The idea came to me in my mid-twenties, well before I had published anything. I don’t remember what provoked my muse, but it was such a powerful concept – one of the best I’d ever come up with – that turning it into a novel seemed like the only choice.

 

I began to write. I got 120 pages into the fucking thing before I realised it wasn’t working.

 

So it sat on my laptop for years, unfinished and infuriating. Now and then I would remember it was there, open it up, and try to convince myself to pick up the thread again. But Lightning Rod (as it was called then) was unfixable, with a whiny twenty-something protagonist thrust into an unlikely situation where he was forced to care for his senile grandmother. It also took too long to get going – too much scene setting, not enough action.

 

Then in late 2008 I opened it again, just out of curiosity. Nothing had changed; there was no great desire to bring the book to its conclusion.
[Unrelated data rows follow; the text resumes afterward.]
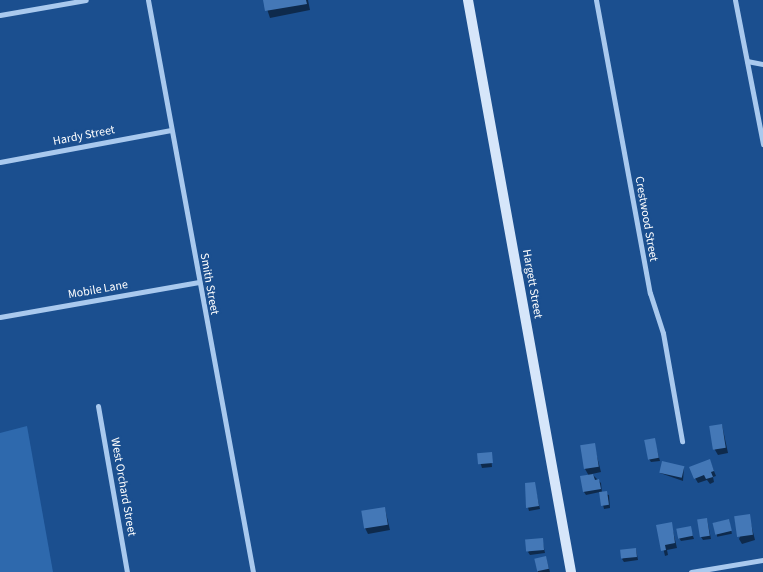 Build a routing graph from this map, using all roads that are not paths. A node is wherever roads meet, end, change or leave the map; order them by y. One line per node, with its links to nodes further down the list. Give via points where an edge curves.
1 (86, 0): 6 (street)
2 (148, 0): 9 (street, Smith Street)
3 (468, 0): 19 (street, Hargett Street)
4 (596, 0): 15 (street, Crestwood Street, via 650,293 663,333)
5 (735, 0): 7 (street)
6 (0, 15)
7 (747, 61): 8 (street); 10 (street)
8 (763, 64)
9 (171, 130): 11 (street, Hardy Street); 12 (street, Smith Street)
10 (763, 144)
11 (0, 162)
12 (199, 282): 13 (street, Mobile Lane); 18 (street, Smith Street)
13 (0, 317)
14 (98, 406): 17 (street, West Orchard Street)
15 (682, 441)
16 (763, 560): 20 (street)
17 (127, 572)
18 (254, 572)
19 (572, 572)
20 (691, 572) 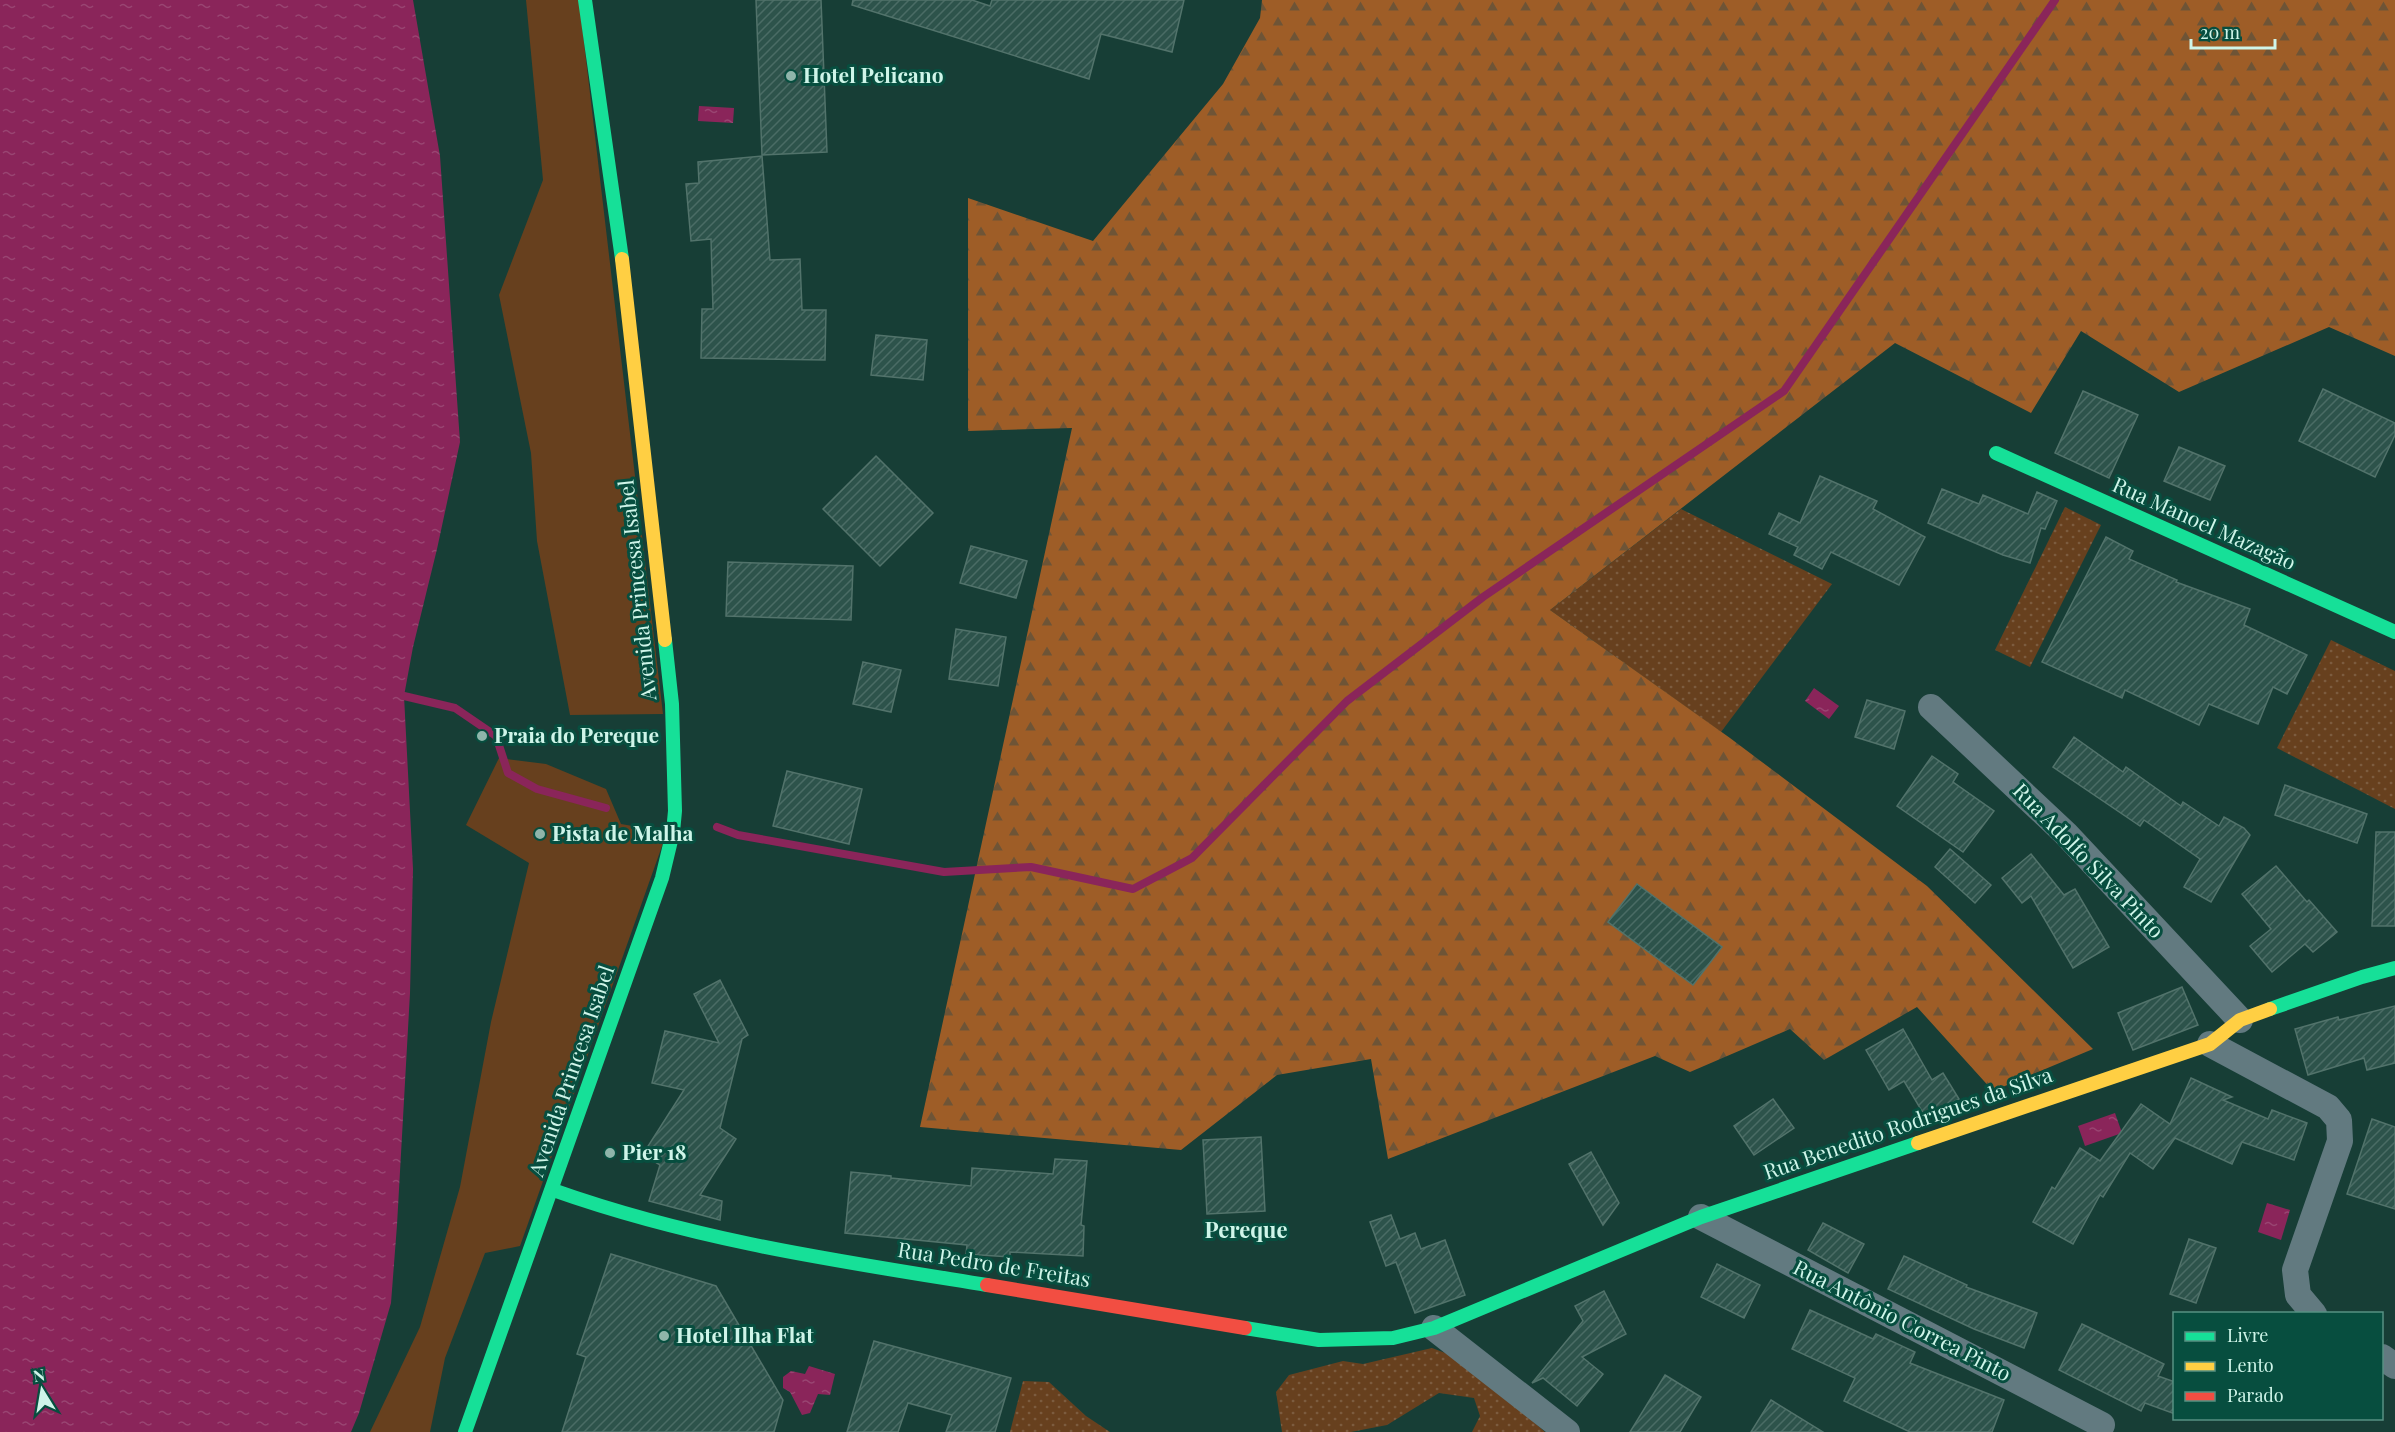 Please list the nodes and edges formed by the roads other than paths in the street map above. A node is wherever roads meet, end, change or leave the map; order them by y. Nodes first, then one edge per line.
1 (585, 0) edge
2 (1996, 453) dead end
3 (2395, 632) edge
4 (1931, 707) dead end
5 (2395, 968) edge
6 (2240, 1020) junction
7 (2210, 1044) junction
8 (553, 1190) junction
9 (1701, 1217) junction
10 (2312, 1312) edge
11 (1434, 1328) junction
12 (2102, 1425) dead end
13 (465, 1432) edge
14 (1567, 1432) edge

1 - 8 street, Avenida Princesa Isabel
2 - 3 street, Rua Manoel Mazagão
4 - 6 street, Rua Adolfo Silva Pinto
5 - 6 street, Rua Benedito Rodrigues da Silva
6 - 7 street, Rua Benedito Rodrigues da Silva
7 - 9 street, Rua Benedito Rodrigues da Silva
7 - 10 street
8 - 11 street, Rua Pedro de Freitas
8 - 13 street, Avenida Princesa Isabel
9 - 11 street, Rua Benedito Rodrigues da Silva
9 - 12 street, Rua Antônio Correa Pinto
11 - 14 street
But a few years’ extra maturity as a writer helped me see it from a different angle. Perhaps as a short story…

 

The old lady and her talent are really the only things that survived from that ‘first draft’. Watching Hollywoodland during an overseas flight gave me the notion to include George Reeves. The old protagonists are a hodgepodge of all the older people I’ve met during my life – although my grandfather did indeed own the fateful tomahawk described in the story.

 

Lastly, ‘Old Secrets’ was a landmark in my career because it was the first thing I had published in an Australian magazine.